Try it >> Your answer should consist of every line from the records that holds the string "edges".

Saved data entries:
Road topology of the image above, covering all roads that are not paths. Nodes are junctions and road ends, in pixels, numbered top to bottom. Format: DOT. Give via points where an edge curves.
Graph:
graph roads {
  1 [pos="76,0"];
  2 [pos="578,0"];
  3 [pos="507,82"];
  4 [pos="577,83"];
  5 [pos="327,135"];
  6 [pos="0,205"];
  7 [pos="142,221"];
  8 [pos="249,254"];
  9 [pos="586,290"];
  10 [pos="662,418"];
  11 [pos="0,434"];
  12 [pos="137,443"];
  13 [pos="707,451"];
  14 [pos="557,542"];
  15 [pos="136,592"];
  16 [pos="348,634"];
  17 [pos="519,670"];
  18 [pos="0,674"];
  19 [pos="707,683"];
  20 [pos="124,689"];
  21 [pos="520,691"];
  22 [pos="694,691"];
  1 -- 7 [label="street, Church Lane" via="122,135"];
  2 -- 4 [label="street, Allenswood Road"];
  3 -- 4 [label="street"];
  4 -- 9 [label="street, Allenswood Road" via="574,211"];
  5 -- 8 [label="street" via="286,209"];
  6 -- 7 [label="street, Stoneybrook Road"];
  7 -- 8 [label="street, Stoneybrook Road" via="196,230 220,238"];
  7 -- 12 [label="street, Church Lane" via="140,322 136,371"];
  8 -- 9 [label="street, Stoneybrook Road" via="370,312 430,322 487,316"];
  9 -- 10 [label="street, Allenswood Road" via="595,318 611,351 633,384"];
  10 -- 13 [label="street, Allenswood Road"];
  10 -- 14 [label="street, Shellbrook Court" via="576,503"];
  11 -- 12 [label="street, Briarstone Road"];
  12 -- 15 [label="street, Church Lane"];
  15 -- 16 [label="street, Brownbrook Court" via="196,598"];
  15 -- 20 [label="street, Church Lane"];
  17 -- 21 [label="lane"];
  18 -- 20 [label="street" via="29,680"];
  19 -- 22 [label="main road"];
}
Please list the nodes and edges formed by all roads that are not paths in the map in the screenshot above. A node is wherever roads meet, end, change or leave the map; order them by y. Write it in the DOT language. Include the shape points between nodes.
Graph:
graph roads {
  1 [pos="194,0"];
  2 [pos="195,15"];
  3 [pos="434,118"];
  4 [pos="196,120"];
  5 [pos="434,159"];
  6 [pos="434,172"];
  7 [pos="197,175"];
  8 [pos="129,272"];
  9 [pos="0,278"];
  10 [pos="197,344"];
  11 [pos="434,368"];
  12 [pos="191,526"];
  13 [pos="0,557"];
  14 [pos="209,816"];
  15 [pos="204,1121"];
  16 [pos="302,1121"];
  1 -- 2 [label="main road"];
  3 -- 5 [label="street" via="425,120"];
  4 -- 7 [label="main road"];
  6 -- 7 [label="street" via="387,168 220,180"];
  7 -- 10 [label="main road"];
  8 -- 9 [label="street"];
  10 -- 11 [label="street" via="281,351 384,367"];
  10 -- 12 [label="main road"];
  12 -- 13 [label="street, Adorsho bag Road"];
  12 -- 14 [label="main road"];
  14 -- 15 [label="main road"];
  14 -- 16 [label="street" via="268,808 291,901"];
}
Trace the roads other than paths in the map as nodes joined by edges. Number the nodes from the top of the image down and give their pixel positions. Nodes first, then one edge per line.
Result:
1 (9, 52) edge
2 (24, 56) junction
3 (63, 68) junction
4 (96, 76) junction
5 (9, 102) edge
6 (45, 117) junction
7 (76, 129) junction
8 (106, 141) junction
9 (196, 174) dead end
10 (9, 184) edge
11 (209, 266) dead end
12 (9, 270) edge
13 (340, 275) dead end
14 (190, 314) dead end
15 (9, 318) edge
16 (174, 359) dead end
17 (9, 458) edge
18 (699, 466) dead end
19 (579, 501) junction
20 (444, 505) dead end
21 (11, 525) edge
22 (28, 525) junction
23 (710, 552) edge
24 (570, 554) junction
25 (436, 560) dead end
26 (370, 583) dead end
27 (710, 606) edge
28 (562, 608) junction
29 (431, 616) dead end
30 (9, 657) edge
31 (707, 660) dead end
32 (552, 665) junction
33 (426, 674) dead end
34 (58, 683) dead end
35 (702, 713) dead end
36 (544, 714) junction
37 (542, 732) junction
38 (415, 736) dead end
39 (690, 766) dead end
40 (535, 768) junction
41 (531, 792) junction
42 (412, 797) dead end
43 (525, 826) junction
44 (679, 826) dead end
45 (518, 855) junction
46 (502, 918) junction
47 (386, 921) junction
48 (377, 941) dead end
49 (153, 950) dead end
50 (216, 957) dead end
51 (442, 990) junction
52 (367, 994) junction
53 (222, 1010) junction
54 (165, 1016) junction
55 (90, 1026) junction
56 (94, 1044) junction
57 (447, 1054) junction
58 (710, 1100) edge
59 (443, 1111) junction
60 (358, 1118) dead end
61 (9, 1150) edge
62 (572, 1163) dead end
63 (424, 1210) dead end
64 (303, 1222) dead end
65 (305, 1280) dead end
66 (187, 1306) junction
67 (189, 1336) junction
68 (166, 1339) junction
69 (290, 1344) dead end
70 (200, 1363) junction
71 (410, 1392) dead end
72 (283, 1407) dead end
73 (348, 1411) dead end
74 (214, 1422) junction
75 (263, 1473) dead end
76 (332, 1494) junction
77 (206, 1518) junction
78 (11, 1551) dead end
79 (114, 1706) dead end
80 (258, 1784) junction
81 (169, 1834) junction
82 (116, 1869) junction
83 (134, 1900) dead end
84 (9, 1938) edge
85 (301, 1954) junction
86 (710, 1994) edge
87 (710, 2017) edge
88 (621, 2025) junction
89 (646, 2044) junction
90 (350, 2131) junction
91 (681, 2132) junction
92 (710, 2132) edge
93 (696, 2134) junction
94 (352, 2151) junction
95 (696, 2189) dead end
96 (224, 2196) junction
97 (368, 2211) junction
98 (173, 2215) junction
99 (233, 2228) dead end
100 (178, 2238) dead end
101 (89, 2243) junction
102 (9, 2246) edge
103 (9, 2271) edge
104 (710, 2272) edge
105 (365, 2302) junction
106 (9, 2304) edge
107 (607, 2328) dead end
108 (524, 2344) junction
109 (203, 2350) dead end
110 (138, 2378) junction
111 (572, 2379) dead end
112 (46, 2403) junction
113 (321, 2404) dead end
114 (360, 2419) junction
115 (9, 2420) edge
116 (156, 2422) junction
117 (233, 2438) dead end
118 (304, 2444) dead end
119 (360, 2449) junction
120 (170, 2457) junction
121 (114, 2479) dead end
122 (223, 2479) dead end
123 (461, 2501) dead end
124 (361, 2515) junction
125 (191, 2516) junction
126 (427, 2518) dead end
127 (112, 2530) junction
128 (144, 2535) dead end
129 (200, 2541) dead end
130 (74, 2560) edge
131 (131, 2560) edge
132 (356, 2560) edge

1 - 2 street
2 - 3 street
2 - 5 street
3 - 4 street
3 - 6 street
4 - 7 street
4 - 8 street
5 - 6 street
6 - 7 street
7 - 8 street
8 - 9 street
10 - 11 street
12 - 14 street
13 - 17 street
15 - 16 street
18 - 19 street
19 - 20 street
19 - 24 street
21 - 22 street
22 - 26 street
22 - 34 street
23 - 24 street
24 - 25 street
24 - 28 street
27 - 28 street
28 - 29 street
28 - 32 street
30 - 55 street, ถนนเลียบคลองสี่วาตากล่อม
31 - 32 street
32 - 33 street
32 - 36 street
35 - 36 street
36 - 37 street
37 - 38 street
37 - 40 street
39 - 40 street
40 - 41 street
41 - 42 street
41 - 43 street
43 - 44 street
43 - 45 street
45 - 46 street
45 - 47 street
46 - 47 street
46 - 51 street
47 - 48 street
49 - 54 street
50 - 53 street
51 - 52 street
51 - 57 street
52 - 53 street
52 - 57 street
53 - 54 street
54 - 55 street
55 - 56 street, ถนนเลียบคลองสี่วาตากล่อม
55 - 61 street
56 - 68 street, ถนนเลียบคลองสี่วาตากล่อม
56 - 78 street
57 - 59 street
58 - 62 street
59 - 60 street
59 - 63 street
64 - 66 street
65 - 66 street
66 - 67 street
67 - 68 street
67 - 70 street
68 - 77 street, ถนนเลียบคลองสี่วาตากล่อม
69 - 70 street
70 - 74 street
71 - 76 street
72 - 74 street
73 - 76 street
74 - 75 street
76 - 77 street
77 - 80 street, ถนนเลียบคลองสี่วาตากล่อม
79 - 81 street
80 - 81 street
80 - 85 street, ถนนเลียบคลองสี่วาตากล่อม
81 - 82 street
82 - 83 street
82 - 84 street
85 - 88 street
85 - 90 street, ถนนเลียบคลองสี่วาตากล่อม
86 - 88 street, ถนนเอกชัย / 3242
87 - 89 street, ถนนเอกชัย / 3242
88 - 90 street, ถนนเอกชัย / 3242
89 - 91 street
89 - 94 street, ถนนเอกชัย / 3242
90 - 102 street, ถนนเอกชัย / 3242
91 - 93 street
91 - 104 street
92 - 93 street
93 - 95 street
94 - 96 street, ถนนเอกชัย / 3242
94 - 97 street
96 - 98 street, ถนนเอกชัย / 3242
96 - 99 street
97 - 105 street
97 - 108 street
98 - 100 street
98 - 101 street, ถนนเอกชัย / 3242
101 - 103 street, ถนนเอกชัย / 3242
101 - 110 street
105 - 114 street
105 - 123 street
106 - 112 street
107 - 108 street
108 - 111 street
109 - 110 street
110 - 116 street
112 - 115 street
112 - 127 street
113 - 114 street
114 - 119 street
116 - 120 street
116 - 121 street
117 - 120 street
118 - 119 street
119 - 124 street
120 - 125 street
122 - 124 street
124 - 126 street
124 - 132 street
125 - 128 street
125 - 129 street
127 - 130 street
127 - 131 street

Response >>
Please list the nodes and edges formed by all roads that are not paths in the map in the screenshot above. A node is wherever roads meet, end, change or leave the map; order them by y. Write it in the DOT language. Include the shape points between nodes.
Trace the roads other than paths in the map as nodes joined by edges. Number the nodes from the top of the image down and give their pixel positions. Nodes first, then one edge per line.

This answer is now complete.